Completion of the mortgage sale underscores the company's gameplan to streamline its business, boost profits and attract more clients in the coming months.

Sainsbury's is "under pressure" to strengthen stockholder returns after a UK market monitoring agency opposed its partnership with Walmart's Asda unit in February this year, which resulted in the agreement's blocking.

Sales of the company have been falling 15 percent from their recent gains in the first quarter of the year, compared with a nearly 10 percent improvement in the standard FTSE 100 index.

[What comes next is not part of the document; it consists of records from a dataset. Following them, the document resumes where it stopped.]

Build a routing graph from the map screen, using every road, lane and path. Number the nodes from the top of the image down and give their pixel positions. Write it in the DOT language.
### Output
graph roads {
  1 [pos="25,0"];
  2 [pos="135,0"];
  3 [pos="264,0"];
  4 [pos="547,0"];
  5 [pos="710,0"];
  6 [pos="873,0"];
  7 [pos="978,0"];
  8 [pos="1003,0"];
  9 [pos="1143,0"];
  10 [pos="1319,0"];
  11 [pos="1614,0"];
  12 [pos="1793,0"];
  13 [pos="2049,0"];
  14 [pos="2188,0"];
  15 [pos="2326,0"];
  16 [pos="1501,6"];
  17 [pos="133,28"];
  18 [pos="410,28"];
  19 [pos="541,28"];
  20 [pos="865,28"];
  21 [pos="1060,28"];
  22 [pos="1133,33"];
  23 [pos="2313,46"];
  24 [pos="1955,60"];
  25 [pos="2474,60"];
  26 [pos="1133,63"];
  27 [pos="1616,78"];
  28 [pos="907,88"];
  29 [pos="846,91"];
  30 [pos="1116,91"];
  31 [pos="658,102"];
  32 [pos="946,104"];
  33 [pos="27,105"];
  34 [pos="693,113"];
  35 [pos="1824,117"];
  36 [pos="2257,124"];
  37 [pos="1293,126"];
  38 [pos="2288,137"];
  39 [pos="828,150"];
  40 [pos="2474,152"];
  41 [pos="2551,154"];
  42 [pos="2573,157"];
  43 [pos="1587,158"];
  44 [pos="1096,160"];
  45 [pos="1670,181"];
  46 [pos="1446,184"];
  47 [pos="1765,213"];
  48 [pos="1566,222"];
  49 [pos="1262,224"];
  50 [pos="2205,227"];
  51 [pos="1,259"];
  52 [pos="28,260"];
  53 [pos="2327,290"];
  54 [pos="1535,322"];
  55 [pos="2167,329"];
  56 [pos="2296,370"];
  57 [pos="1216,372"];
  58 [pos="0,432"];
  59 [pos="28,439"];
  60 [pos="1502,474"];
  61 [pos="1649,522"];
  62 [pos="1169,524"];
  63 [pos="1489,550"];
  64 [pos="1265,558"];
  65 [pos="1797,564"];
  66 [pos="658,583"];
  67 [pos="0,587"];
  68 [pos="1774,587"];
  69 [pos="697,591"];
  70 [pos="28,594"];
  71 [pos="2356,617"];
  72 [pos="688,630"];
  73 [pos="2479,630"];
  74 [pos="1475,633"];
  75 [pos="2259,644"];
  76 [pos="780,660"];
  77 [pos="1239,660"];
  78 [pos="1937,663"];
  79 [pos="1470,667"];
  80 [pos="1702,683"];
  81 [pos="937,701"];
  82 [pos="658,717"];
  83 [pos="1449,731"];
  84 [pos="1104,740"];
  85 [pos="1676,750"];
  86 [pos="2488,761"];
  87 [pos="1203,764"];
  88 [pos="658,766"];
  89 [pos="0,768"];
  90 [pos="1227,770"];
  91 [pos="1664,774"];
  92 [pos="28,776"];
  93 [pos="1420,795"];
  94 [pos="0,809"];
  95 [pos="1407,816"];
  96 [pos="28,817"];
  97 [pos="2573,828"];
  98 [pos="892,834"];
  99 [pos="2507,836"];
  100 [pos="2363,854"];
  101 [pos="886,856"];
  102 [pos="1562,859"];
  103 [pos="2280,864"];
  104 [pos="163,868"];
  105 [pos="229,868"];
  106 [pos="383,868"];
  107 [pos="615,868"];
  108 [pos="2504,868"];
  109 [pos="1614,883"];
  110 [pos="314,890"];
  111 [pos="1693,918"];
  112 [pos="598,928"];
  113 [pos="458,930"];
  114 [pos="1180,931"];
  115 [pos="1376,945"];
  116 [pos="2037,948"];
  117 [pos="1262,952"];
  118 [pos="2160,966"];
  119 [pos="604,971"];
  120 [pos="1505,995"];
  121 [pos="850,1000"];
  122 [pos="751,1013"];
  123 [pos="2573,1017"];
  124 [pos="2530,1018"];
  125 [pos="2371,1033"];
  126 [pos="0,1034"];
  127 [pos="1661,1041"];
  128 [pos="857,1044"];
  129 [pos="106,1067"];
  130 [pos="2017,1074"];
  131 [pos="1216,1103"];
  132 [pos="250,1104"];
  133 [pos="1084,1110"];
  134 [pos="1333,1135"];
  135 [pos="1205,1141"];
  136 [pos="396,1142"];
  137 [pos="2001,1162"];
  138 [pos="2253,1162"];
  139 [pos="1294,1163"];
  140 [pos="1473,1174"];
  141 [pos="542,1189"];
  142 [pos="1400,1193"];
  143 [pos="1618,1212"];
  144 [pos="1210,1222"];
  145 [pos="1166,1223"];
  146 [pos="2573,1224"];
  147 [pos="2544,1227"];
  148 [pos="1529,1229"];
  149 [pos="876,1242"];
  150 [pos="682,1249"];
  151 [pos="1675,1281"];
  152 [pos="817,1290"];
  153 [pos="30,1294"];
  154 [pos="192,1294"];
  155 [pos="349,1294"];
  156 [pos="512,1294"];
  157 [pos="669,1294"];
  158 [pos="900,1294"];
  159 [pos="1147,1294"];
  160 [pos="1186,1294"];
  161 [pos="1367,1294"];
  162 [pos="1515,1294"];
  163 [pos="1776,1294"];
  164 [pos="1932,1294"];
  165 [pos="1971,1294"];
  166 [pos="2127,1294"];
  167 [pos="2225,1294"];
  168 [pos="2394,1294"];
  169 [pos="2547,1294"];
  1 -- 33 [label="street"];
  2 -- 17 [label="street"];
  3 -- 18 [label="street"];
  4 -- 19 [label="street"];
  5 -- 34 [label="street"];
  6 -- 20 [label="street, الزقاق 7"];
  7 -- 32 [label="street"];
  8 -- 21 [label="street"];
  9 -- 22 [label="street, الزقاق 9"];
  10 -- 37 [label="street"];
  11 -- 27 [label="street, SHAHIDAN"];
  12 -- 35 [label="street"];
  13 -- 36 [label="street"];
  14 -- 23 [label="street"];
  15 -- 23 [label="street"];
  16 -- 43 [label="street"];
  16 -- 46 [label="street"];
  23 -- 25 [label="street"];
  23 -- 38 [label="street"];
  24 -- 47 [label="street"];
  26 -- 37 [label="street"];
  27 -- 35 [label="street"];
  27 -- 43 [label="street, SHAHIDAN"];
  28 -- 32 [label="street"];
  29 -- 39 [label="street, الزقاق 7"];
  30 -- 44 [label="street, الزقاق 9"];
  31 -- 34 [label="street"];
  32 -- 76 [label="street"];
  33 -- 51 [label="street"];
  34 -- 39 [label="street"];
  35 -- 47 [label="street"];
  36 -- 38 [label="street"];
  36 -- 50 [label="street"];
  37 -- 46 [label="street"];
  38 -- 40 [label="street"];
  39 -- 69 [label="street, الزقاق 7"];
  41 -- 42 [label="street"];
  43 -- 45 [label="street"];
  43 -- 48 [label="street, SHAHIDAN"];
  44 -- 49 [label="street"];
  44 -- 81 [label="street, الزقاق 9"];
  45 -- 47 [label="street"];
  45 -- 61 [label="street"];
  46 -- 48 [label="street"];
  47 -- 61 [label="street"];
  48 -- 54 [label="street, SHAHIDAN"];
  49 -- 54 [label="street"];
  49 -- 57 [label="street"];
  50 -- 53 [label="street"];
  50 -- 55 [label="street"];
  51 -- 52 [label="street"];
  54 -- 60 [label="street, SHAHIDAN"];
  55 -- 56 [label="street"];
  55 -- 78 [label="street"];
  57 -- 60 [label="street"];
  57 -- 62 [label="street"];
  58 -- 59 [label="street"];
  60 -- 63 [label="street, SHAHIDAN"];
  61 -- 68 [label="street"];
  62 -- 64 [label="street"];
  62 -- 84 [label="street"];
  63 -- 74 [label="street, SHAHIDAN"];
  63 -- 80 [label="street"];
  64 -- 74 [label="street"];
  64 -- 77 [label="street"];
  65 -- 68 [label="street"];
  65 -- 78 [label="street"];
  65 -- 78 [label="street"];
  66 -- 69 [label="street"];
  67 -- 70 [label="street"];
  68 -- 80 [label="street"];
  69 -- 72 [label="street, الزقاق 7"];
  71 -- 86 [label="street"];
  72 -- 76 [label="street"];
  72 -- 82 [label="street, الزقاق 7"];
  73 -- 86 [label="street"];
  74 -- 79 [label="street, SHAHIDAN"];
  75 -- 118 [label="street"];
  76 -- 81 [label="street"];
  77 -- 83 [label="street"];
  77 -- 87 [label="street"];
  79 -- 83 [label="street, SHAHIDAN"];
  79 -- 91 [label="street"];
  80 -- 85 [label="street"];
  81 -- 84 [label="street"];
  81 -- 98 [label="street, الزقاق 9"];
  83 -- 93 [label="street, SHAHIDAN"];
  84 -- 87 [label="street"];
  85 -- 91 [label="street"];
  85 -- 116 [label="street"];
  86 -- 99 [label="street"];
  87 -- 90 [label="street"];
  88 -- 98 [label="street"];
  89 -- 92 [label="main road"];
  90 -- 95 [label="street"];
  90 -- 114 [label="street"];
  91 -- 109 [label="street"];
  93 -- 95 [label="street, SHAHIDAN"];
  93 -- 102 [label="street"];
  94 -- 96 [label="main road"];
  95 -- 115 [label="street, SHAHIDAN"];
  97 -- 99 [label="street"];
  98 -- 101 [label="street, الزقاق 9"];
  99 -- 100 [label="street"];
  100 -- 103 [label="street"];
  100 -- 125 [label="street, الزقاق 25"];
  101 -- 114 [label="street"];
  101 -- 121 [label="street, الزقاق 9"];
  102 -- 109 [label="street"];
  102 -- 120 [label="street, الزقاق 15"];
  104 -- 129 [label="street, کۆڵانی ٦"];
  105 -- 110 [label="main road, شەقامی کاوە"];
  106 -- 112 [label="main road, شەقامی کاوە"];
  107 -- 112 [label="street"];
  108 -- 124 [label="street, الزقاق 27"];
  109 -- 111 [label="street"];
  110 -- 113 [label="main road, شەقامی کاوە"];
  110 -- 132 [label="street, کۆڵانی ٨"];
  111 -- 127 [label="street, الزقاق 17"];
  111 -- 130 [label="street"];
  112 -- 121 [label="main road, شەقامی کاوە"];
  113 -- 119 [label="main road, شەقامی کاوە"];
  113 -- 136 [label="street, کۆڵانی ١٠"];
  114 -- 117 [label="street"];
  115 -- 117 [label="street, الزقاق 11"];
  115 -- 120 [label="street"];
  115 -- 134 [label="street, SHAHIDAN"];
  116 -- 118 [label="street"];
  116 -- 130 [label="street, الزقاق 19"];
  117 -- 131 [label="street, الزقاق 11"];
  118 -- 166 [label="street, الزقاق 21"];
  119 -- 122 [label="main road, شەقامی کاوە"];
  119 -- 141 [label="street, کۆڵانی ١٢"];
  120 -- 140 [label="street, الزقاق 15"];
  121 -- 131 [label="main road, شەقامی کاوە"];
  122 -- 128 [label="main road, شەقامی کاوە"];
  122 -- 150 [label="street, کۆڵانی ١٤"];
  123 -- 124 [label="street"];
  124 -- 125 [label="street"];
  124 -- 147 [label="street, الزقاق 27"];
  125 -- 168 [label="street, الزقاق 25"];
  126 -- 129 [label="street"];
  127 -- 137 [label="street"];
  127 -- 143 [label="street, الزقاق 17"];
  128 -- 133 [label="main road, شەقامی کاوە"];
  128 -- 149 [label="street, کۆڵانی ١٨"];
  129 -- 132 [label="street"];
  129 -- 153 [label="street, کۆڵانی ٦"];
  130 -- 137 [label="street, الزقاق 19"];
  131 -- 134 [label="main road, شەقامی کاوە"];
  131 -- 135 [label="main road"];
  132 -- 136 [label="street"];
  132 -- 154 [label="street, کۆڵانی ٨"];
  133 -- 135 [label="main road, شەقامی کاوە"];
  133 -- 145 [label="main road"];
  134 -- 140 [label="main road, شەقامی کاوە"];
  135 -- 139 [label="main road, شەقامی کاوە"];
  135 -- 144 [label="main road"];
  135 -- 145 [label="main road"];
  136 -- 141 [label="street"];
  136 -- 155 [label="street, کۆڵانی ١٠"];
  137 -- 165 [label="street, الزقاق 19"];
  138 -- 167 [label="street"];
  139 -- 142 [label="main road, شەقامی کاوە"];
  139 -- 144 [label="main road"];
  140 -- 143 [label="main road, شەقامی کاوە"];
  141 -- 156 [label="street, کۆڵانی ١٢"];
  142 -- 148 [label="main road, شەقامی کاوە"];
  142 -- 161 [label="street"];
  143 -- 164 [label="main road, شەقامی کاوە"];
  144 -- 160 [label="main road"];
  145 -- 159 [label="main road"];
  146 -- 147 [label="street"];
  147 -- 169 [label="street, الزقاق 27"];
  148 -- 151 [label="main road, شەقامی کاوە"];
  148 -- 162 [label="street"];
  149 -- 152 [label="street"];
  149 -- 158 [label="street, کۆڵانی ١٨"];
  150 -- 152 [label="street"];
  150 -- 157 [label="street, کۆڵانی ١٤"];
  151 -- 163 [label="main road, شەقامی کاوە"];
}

Sainsbury's breached its 200-day moving average in early sessions on Friday. The company has a 200-day MA of $212 and was trading as high as $222.41. Its shares were last trading at $221.39, with 8,703,770 market volume.

A number of market analysts have recently commented on the company's stock performance. Investec lifted its target goal on Sainsbury's from $3.45 to $3.65 and gave it a "Buy" rating.

Deutsche Bank held a "Hold" rating on its stocks in a research statement Friday, as Goldman Sachs upgraded it to "Neutral" and reduced its price aim from $2.91 to $2.80 on Friday. UBS Group kept a "Neutral" rating for Sainsbury's on Tuesday while Shore Capital readjusted its "Sell" rating for the supermarket chain on Monday.

Meanwhile, the company is trying to apply the same strategies of its counterpart, Tesco Plc, which was able to sell its mortgage ledgers earlier in August to Lloyds Banking Group Plc. The notion of a no-Brexit deal did not discourage the British bank from unloading nearly 4 billion pounds for the venture.

According to The Telegraph, the company may find it difficult to unload its loss-incurring unit as a result of high operational costs, citing sources who requested anonymity. Royal Bank of Scotland, on the other hand, and Banco Santander SA were two of the first bidders for Tesco Bank's mortgages, the sources claimed.